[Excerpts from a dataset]
========================
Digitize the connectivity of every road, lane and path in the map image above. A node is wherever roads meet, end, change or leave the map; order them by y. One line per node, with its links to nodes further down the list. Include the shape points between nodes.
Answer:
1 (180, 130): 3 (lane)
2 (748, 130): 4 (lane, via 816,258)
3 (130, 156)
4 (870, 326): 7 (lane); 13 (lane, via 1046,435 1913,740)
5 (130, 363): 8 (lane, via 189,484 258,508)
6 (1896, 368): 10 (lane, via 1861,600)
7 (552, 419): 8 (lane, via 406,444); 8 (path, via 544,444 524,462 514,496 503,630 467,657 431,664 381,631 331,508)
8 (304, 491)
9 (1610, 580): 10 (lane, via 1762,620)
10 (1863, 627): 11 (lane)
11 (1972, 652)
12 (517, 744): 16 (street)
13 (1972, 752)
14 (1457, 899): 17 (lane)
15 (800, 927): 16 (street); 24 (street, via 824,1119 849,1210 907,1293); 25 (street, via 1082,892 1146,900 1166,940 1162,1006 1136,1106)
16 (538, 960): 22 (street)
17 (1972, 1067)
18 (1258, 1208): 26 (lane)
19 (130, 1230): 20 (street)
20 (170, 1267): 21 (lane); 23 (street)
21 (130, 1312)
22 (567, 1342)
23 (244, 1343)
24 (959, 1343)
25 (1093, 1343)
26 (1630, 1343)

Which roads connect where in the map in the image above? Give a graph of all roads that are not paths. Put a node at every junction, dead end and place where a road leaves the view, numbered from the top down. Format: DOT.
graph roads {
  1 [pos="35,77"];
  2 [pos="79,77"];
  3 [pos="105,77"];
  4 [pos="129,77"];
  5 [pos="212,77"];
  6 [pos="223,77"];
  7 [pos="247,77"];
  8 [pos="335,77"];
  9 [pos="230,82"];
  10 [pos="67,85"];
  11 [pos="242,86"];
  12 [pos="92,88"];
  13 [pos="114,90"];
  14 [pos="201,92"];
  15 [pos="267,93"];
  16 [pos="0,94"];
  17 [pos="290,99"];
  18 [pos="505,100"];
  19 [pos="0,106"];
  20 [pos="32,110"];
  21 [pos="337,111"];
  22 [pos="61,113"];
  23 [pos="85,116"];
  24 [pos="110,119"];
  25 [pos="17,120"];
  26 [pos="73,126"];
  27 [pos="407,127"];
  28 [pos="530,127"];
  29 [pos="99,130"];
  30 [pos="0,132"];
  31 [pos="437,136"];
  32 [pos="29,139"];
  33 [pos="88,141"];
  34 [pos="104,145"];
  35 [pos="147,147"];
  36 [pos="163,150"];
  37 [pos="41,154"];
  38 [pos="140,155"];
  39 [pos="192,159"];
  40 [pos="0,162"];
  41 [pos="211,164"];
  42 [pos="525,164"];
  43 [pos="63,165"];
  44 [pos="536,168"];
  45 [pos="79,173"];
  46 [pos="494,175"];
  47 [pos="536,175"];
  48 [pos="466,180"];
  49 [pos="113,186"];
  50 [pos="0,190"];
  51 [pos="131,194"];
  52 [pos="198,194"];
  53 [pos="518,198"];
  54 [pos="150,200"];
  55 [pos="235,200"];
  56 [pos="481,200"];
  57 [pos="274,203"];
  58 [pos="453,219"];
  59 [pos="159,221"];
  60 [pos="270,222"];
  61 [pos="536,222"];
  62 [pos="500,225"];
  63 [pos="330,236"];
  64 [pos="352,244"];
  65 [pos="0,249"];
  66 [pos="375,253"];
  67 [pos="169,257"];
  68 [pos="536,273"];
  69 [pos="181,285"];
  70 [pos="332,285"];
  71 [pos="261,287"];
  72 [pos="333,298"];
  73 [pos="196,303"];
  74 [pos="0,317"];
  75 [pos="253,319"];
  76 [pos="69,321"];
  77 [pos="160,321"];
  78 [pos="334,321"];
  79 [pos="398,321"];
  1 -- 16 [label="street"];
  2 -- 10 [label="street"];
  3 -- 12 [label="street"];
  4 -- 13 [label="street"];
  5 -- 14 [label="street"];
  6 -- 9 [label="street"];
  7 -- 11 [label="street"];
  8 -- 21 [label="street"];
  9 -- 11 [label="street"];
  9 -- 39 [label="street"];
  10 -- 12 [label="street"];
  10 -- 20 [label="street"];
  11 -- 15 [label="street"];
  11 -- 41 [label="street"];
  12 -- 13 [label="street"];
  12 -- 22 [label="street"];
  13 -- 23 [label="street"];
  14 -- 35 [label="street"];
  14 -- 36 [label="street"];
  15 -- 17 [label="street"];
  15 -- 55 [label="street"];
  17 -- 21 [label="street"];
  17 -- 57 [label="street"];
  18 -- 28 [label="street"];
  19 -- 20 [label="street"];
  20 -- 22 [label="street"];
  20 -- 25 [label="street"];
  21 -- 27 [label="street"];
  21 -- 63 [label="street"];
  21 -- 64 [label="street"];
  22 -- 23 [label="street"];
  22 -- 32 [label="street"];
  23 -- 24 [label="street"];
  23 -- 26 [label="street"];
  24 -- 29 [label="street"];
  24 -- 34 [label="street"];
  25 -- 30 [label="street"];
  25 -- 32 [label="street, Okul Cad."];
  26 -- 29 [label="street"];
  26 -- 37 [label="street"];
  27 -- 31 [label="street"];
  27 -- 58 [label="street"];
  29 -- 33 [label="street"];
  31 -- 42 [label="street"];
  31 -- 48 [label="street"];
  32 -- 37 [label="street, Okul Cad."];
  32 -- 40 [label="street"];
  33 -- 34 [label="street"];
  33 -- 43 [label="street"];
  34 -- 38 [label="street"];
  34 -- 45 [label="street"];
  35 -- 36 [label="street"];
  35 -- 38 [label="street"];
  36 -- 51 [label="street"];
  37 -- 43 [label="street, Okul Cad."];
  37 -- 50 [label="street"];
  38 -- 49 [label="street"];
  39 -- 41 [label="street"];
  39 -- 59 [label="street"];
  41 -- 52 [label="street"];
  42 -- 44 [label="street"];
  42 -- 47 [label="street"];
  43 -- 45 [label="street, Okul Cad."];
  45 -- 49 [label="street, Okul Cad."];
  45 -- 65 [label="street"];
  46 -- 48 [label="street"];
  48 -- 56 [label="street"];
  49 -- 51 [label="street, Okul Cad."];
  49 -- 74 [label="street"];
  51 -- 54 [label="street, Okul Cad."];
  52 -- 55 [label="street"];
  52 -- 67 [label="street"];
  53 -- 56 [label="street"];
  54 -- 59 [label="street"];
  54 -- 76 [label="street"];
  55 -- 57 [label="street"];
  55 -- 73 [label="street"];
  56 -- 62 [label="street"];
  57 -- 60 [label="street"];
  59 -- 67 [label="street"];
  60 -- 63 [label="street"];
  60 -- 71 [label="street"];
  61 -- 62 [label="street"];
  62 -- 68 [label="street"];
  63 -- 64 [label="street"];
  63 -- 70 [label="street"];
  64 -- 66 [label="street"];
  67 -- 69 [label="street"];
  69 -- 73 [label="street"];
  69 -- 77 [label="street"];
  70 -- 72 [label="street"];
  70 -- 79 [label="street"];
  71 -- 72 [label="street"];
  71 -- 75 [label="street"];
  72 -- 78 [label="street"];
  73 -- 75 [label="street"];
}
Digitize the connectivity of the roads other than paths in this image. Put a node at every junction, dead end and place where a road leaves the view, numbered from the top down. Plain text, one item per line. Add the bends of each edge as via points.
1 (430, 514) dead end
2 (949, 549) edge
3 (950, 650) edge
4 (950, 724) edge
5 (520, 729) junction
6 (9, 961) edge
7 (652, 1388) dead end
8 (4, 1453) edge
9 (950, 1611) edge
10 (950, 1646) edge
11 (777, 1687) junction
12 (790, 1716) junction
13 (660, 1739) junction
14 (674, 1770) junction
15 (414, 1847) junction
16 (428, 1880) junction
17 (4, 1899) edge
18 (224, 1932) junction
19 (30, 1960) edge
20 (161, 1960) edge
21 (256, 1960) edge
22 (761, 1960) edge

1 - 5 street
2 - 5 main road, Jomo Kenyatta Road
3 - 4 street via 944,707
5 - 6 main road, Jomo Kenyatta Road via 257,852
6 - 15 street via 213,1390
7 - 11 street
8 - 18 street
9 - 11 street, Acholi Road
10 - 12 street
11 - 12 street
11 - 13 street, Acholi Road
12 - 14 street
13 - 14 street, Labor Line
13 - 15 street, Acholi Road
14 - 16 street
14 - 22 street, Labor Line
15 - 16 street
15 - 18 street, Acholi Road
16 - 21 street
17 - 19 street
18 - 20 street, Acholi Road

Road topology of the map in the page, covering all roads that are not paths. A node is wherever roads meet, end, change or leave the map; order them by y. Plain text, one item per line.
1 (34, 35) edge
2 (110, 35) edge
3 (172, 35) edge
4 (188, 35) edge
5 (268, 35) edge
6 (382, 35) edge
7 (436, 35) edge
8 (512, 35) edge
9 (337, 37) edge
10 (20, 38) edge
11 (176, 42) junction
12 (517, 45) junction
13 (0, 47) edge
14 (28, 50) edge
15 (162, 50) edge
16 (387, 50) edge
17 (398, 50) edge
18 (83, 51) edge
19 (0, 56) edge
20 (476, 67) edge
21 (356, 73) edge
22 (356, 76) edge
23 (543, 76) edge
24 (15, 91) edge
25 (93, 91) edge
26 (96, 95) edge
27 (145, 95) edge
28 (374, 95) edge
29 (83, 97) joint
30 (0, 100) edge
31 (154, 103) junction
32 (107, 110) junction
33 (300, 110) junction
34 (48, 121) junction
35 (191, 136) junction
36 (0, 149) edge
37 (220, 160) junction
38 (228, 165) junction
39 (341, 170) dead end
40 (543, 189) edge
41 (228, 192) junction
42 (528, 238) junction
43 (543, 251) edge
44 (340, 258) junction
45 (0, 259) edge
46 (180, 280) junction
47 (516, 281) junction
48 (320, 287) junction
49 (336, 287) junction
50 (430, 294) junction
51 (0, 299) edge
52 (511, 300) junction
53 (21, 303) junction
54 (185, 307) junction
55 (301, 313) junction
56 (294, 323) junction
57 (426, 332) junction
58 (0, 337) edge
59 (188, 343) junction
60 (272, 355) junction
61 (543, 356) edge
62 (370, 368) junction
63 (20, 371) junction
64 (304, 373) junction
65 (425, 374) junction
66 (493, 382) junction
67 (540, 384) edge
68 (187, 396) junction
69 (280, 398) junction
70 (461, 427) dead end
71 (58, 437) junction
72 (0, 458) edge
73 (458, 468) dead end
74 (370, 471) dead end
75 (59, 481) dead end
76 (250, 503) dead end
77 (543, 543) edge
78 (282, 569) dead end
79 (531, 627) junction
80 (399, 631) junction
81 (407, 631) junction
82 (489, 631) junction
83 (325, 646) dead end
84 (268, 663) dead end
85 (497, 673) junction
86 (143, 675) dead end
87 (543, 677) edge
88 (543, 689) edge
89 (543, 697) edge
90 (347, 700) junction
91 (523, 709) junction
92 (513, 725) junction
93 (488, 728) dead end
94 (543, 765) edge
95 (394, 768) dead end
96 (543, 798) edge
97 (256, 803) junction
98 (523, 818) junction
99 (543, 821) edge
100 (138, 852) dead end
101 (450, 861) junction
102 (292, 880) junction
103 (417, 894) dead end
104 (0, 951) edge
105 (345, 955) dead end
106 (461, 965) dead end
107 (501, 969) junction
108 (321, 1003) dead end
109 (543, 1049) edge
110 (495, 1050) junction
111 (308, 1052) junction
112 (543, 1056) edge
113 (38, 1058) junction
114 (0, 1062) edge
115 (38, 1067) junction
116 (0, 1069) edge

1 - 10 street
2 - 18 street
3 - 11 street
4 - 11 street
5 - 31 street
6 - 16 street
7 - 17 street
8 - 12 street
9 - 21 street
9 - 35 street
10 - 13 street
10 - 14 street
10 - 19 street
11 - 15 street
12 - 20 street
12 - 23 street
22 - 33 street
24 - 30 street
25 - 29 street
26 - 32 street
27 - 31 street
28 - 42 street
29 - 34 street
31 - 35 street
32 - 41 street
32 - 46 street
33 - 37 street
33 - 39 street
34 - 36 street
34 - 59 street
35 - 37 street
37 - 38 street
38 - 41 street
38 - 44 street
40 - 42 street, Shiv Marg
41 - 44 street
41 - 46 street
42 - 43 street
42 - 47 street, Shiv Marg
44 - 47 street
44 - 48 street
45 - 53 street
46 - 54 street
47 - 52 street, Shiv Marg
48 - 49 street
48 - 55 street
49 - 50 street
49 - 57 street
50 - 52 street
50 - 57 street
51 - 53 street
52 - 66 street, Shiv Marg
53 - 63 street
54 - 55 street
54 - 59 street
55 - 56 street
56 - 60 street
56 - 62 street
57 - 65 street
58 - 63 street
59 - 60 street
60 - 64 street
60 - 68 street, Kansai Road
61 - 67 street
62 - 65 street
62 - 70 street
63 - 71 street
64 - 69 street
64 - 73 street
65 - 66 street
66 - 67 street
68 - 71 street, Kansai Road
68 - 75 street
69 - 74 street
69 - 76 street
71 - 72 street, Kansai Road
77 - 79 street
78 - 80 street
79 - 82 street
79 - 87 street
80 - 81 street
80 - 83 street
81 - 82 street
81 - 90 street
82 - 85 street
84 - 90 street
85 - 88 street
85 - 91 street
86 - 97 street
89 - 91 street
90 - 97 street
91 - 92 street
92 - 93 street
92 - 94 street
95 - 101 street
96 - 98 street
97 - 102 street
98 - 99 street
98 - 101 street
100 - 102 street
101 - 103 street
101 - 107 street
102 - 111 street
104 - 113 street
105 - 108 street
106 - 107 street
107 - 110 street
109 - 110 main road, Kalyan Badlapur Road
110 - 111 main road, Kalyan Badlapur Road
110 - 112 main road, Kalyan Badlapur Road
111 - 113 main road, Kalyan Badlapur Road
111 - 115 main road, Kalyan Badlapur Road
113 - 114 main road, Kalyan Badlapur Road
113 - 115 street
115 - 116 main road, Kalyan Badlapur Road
========================
■ Goal of the exercise
Show every line from the entries above in which the word "graph" appears.

■ Problem solution
Which roads connect where in the map in the image above? Give a graph of all roads that are not paths. Put a node at every junction, dead end and place where a road leaves the view, numbered from the top down. Format: DOT.
graph roads {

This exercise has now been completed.